In his crackdown on illegal immigration, President Donald Trump has taken a hard line with “sanctuary cities,” pledging in an executive order to starve them of grant funding if they refuse to cooperate with federal officials.

The tough talk appeals to many Americans concerned about the presence of undocumented immigrants in their communities. Tighter control on immigration has been a sturdy plank in the Republican Party platform, but in the case of sanctuary cities, it upends centuries of conservative ideology.

Sanctuary cities don’t take extraordinary steps to harbor immigrants by hiding them from federal officials. They merely decline voluntary requests to serve as a middleman for immigration agents. It’s a form of passive rather than active resistance.

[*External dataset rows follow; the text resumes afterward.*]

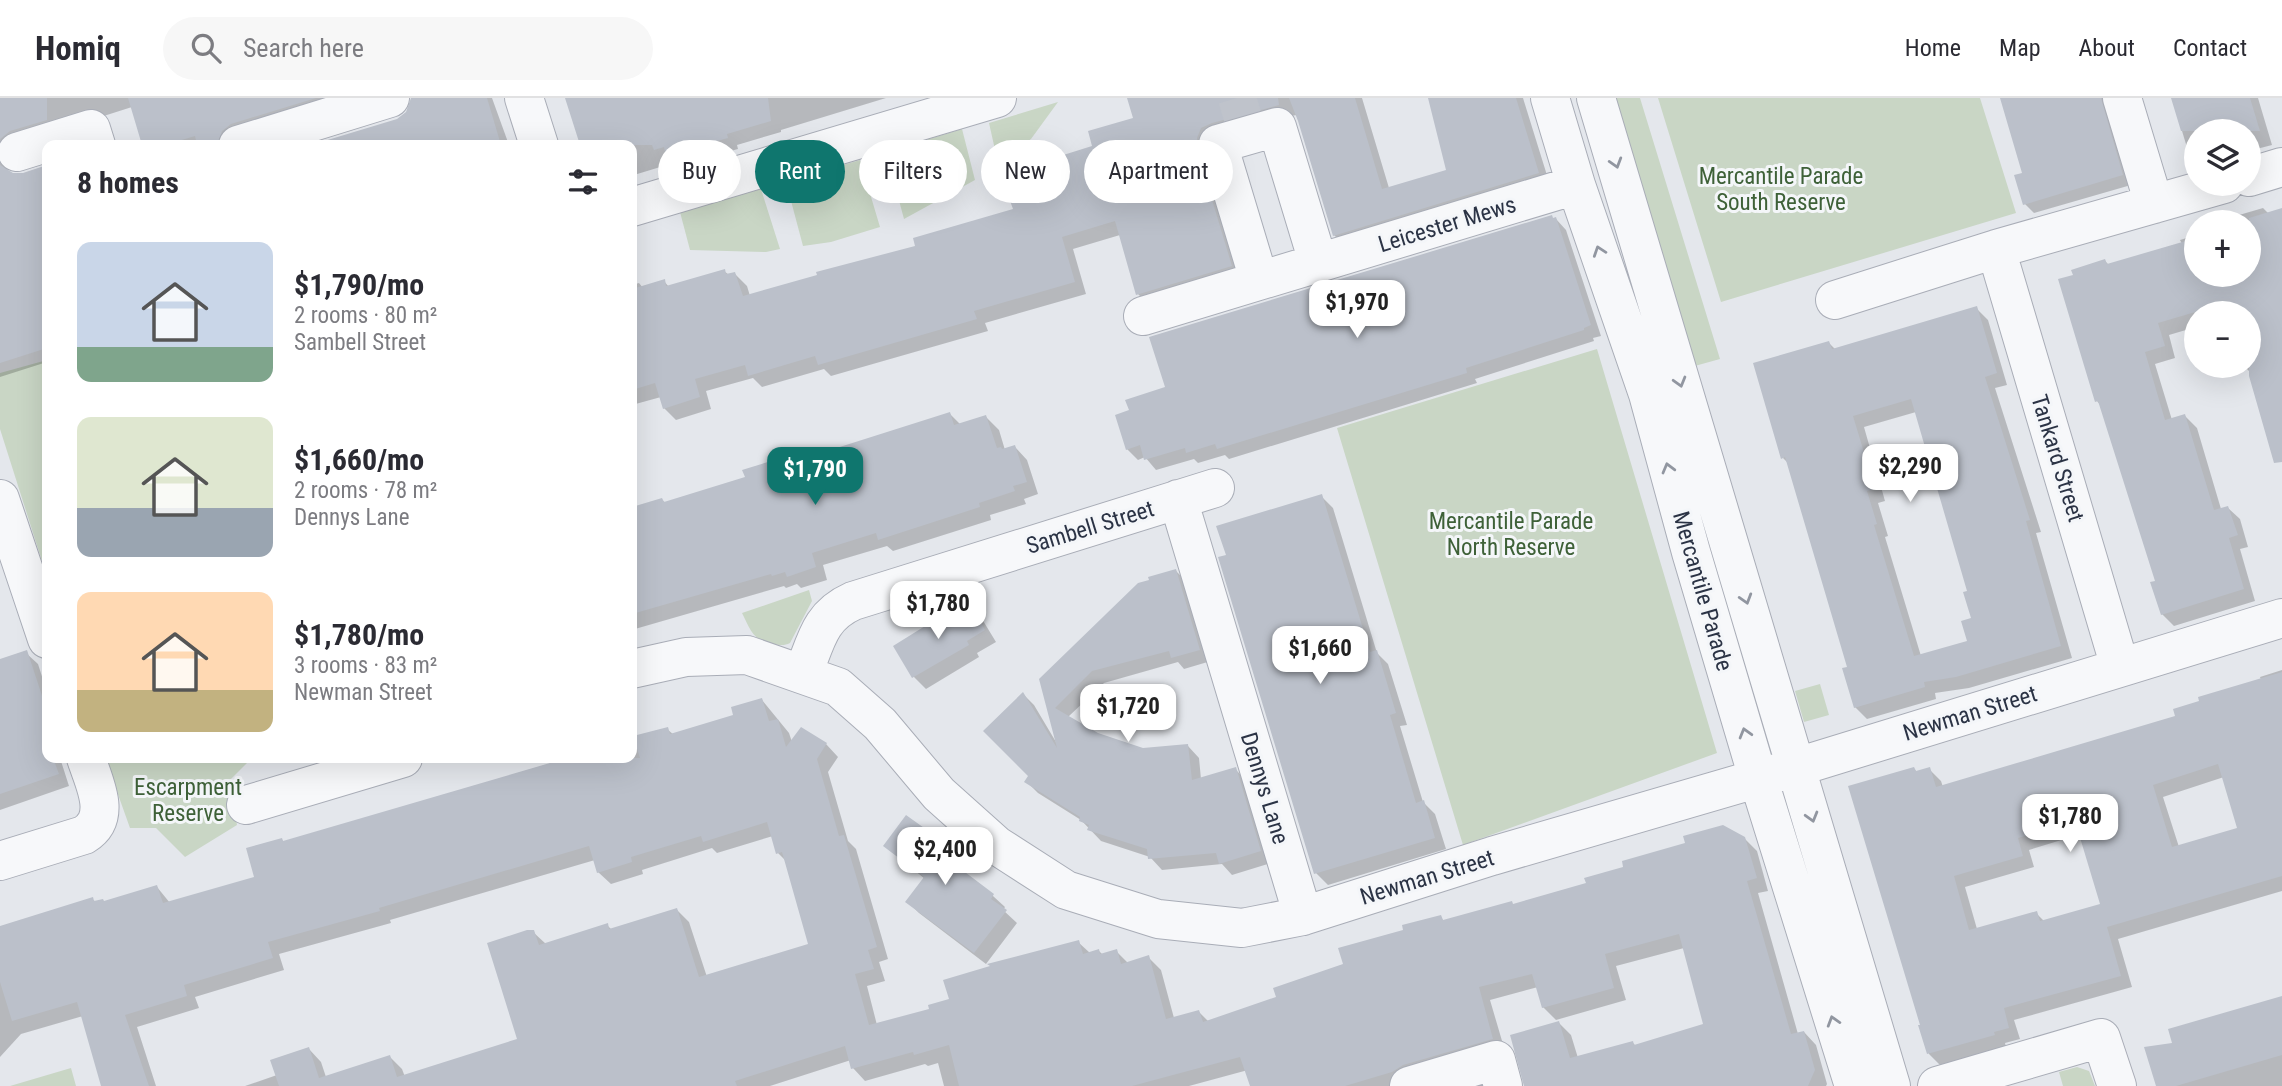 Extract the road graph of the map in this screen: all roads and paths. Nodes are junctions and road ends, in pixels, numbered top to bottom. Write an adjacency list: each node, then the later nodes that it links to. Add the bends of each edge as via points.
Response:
1 (390, 98): 9 (street)
2 (524, 98): 10 (street)
3 (997, 98): 18 (street)
4 (1550, 98): 15 (street, Mercantile Parade)
5 (1596, 98): 34 (street, Mercantile Parade, one-way to 34)
6 (2122, 98): 17 (street)
7 (56, 140): 8 (street, via 91,129)
8 (94, 140)
9 (253, 140)
10 (537, 140)
11 (42, 144): 12 (street)
12 (18, 152)
13 (2282, 167): 14 (street)
14 (2261, 173)
15 (1576, 185): 20 (street, Leicester Mews); 35 (street, Mercantile Parade, one-way to 15, via 1648,394)
16 (2184, 195): 17 (street)
17 (2154, 204): 19 (street)
18 (637, 206)
19 (1996, 249): 22 (street); 29 (street, Tankard Street)
20 (1318, 262): 21 (street, Leicester Mews); 21 (street, via 1277,127 1246,127 1219,144)
21 (1259, 280): 23 (street, Leicester Mews)
22 (1835, 300)
23 (1143, 316)
24 (1215, 488): 26 (street, Sambell Street)
25 (0, 499): 28 (street)
26 (1178, 499): 31 (street, Sambell Street, via 845,604 831,613 822,627); 38 (street, Dennys Lane)
27 (2282, 618): 29 (street, Newman Street)
28 (42, 624)
29 (2120, 667): 34 (street, Newman Street)
30 (637, 668): 31 (street, Newman Street, via 686,657 747,655)
31 (803, 674): 38 (street, Newman Street, via 838,687 880,724 939,794 986,836 1066,890 1158,919 1242,928)
32 (88, 763): 37 (street, via 100,801 93,828 84,835)
33 (386, 763): 36 (street)
34 (1797, 766): 35 (street, Newman Street); 42 (street, Mercantile Parade, one-way to 42)
35 (1758, 778): 38 (street, Newman Street); 41 (street, Mercantile Parade, one-way to 35)
36 (246, 805)
37 (0, 861)
38 (1303, 916)
39 (1409, 1086): 40 (street, via 1496,1060)
40 (1503, 1086)
41 (1854, 1086)
42 (1891, 1086)
43 (1937, 1086): 44 (street, via 2101,1038)
44 (2117, 1086) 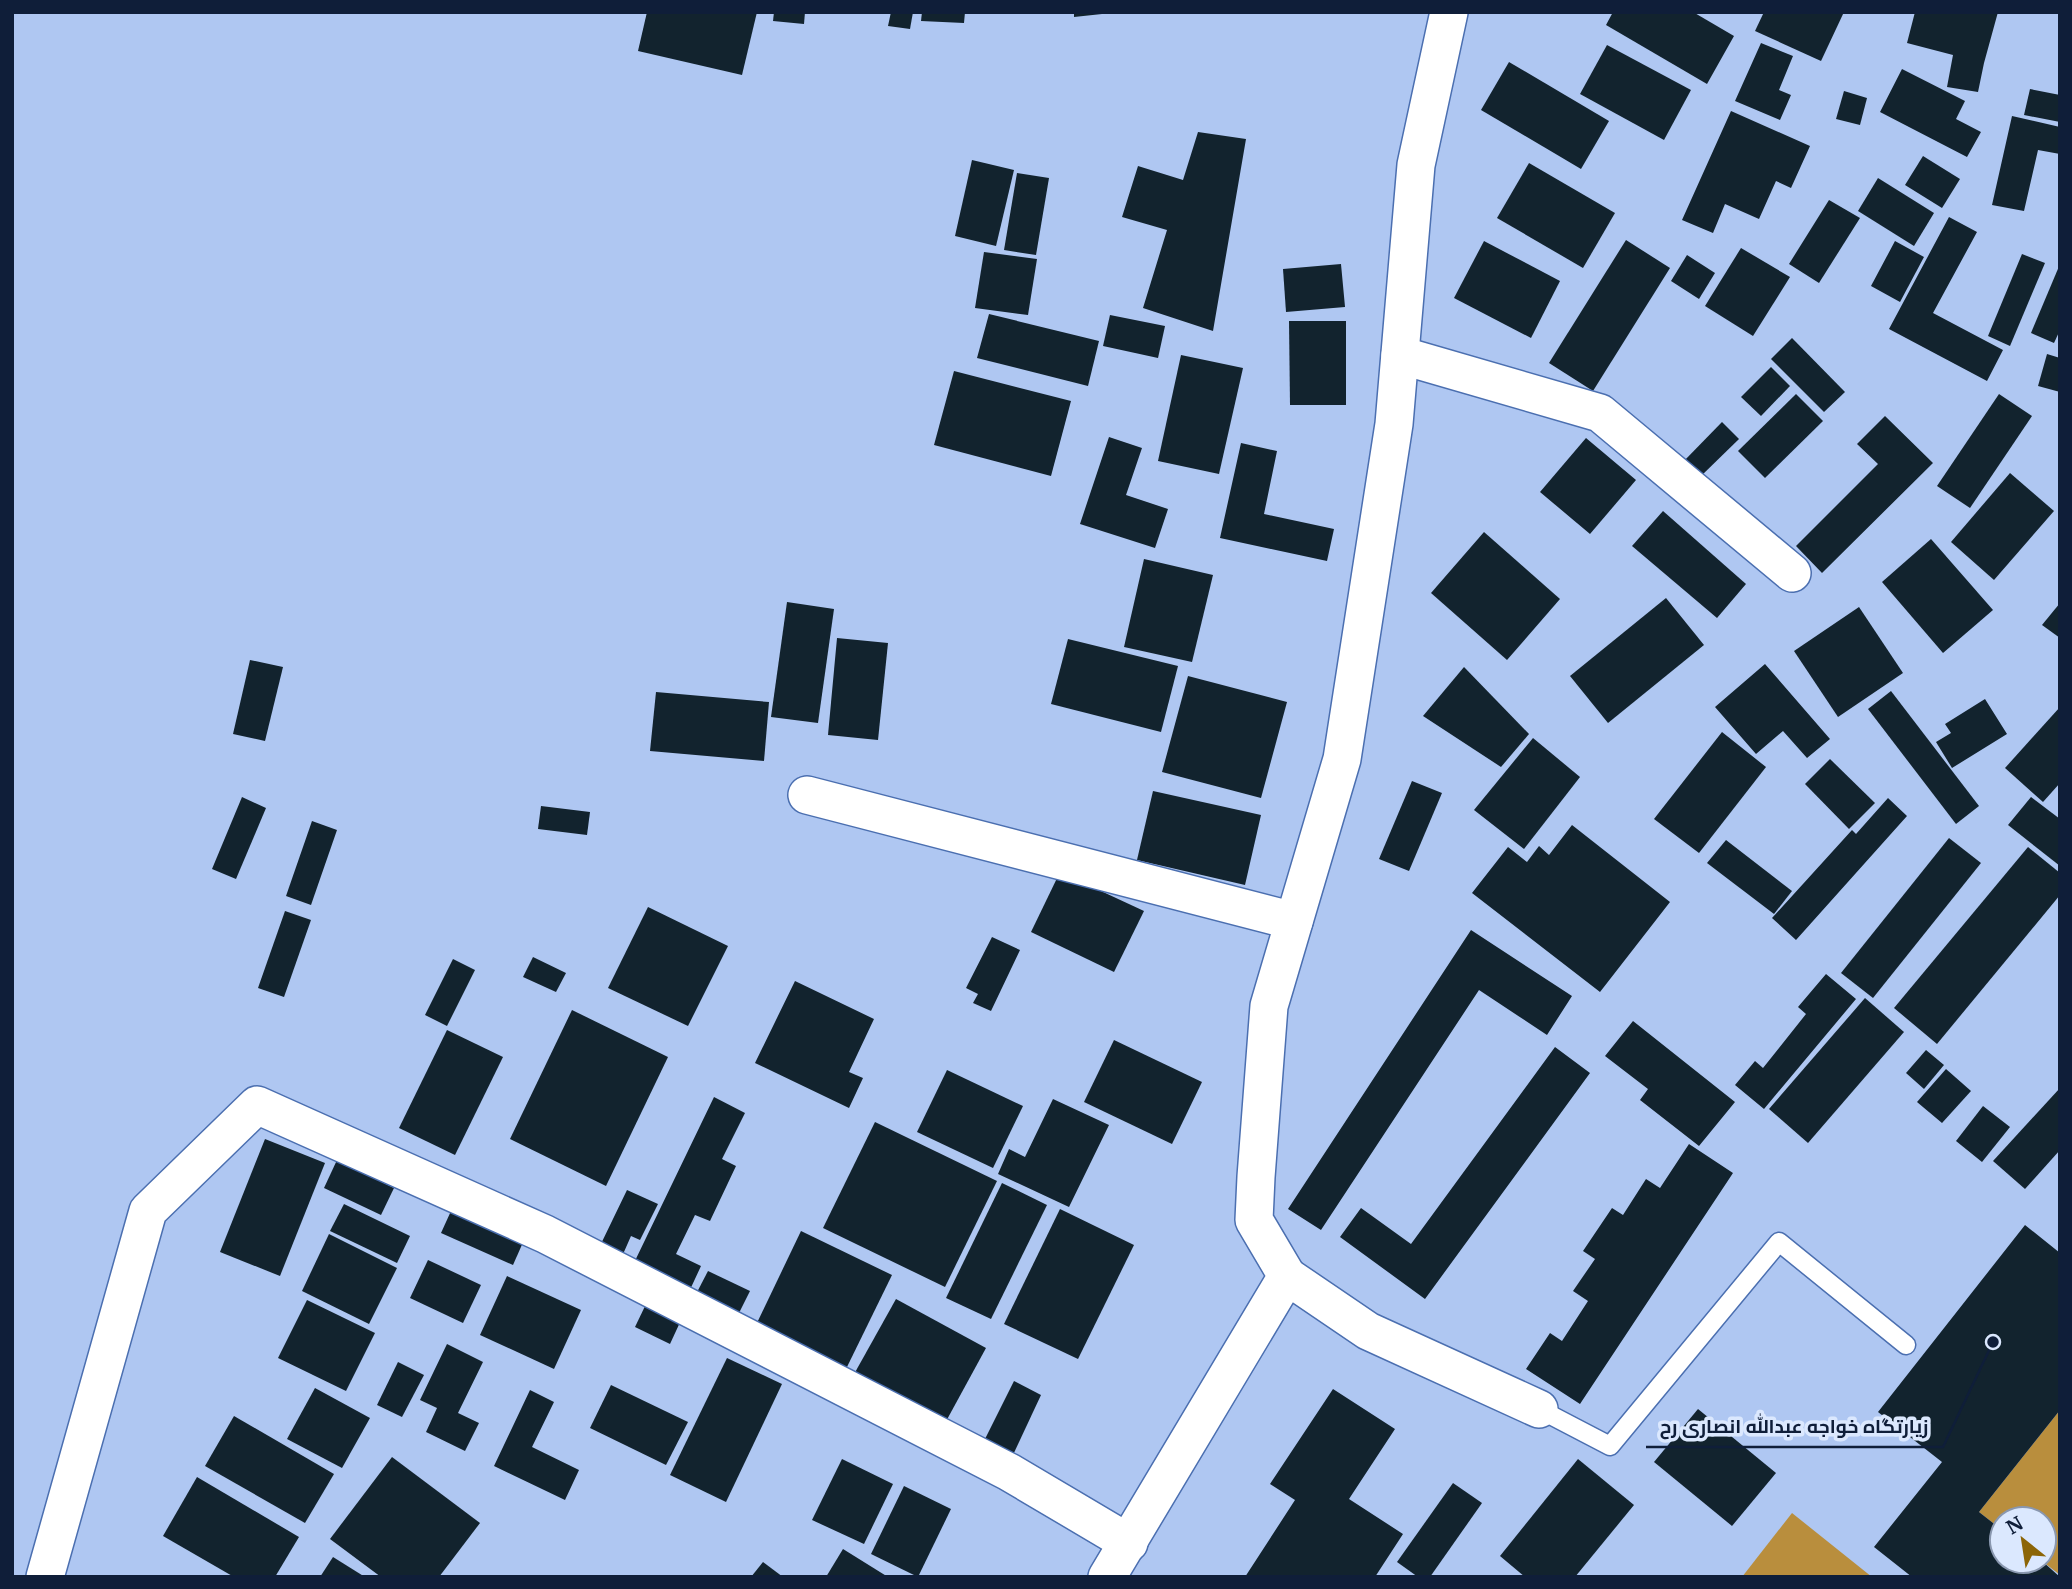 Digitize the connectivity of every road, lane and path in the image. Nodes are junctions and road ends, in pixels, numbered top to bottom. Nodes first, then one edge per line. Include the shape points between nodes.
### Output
1 (1449, 12) edge
2 (1400, 355) junction
3 (1792, 573) dead end
4 (807, 795) dead end
5 (1294, 921) junction
6 (1287, 1276) junction
7 (1906, 1345) dead end
8 (1539, 1409) joint
9 (1129, 1543) junction
10 (45, 1577) edge
11 (1107, 1577) edge

1 - 2 street via 1416,165
2 - 3 street via 1600,413
2 - 5 street via 1394,424 1342,759
4 - 5 street
5 - 6 street via 1269,1006 1254,1220
6 - 8 street via 1368,1331
6 - 9 street
7 - 8 lane via 1779,1242 1611,1446
9 - 10 street via 1009,1472 545,1234 257,1105 148,1211
9 - 11 street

When a person is arrested and booked in a local jail, his or her fingerprints are entered into FBI databases and shared with Immigration and Customs Enforcement. When ICE determines a suspect is undocumented, it can submit a detainer request to jailers asking them to hold the inmate for deportation proceedings.

This level of cooperation is standard in many cities and counties. Some see it as a professional courtesy and some want to take an active role in deporting undocumented immigrants, but others consider it a waste of resources to hold those who have been booked on petty crimes and would ordinarily be released after a short time.

City and county jails that refuse federal detainers aren’t thumbing their noses at the law. The U.S. Supreme Court ruled in Printz v. United States, a challenge to the Brady bill background check statute, that state and local governments have no obligation to enforce federal law.

That squares with federalism and states’ rights — two legal principles that conservatives have traditionally favored. The immigration debate serves as a glaring exception.

“Conservatives were really on the other side, saying we absolutely have the right as sovereign states to not enforce federal law on behalf of the federal government,” said David Bier, an immigration policy analyst for the libertarian Cato Institute. “It’s the exact same situation here.”

While sanctuary cities may favor amnesty or a path to citizenship for those who entered the United States unlawfully, that isn’t their decision to make. Bier explained it comes down to “using the resources of the states and localities how they choose.”

We support border security and effective enforcement of U.S. immigration law, but those are burdens the federal government must bear. Trump shouldn’t blame cities and states for the feds’ failures.

Migrants who come to the U.S. unlawfully are at risk of detection and deportation, but it concerns us that the national conversation is focused on punishing powerless individuals rather than reforming the powerful bureaucracies that failed to stop them from entering.

Trump should reconsider his executive order, as its consequences will rob taxpayers of equipment and services in dozens of American communities.

Federal grants aren’t free money. Citizens in sanctuary cities pay their tax to Uncle Sam, and they deserve a return on their investment whether or not local leaders want to be deputized as immigration cops.